On this topic of scheduling, for comparison, Denzel Washington had the No. 1 film in the country with “The Pelican Brief” in Dec. 1993. In the film’s second week of release — and while it was still topping the charts – “Philadelphia” launched on four screens, landing at No. 20. By Martin Luther King-weekend in 1994, “Philadelphia” had vaulted to No. 1, with “The Pelican Brief” at No. 5.
DiCaprio, again, is a prime example of dual success. In 2002, the actor starred in “Gangs of New York” and “Catch Me if You Can” which opened on Dec. 20 and 25, respectively. Granted, both films were going up against “The Lord of the Rings: The Two Towers,” but “Catch Me If You Can” opened at No. 2, bumping “Gangs of New York” from fourth to fifth.
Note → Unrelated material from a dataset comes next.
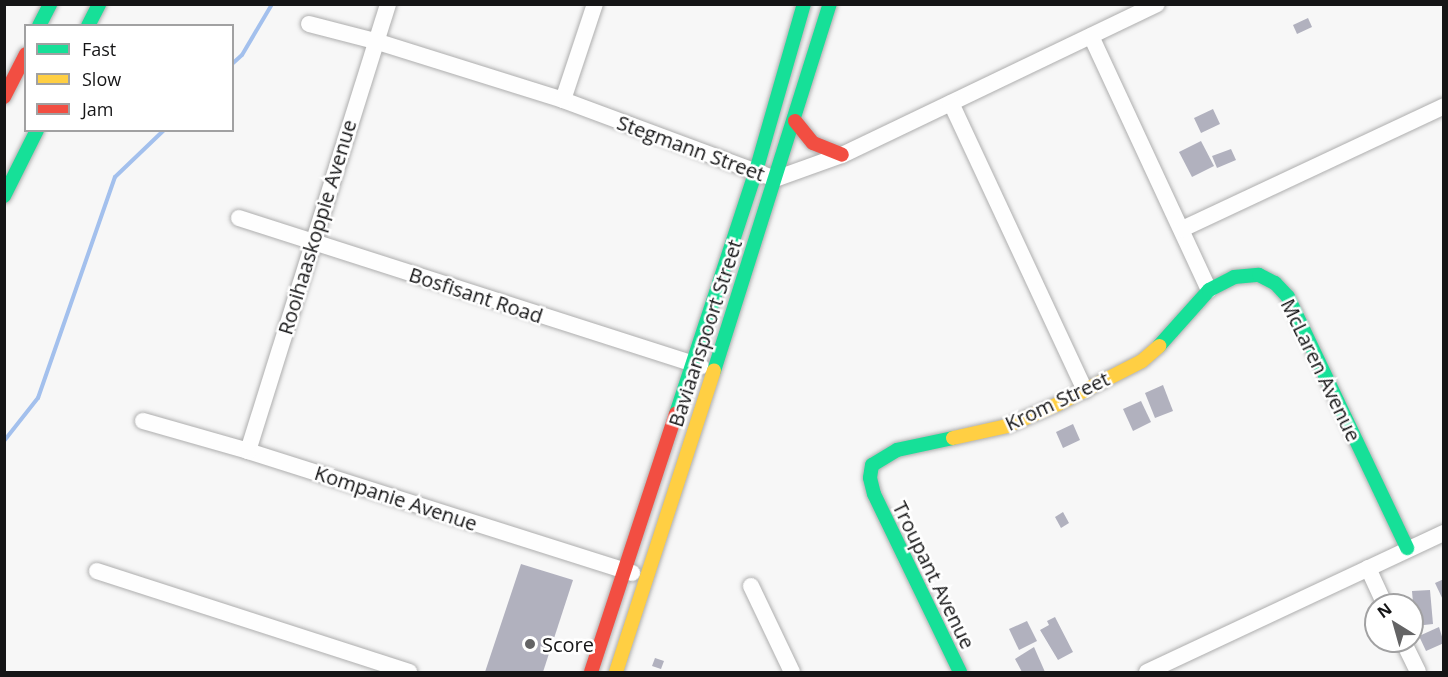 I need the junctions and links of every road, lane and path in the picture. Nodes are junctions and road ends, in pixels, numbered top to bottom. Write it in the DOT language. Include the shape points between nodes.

“It’s not the ideal,” Dergarabedian says of situations like that. “The reason that the release calendar is what it is, is because it has to be very strategic. You don’t want one movie cannibalizing the other movie with the same actor; you don’t necessarily want to compete against yourself. But it is a pretty high class problem to have.”
The bottom line is that Majors-starring films occupying the top two spots is “the box-office equivalent of Halley’s Comet.”
Dergarabedian explains: “The planets had to align. It’s like a 300 game in bowling, a perfect golf game. There aren’t really apt comparisons for something like this, but it’s a monumental achievement by virtue of its rarity.”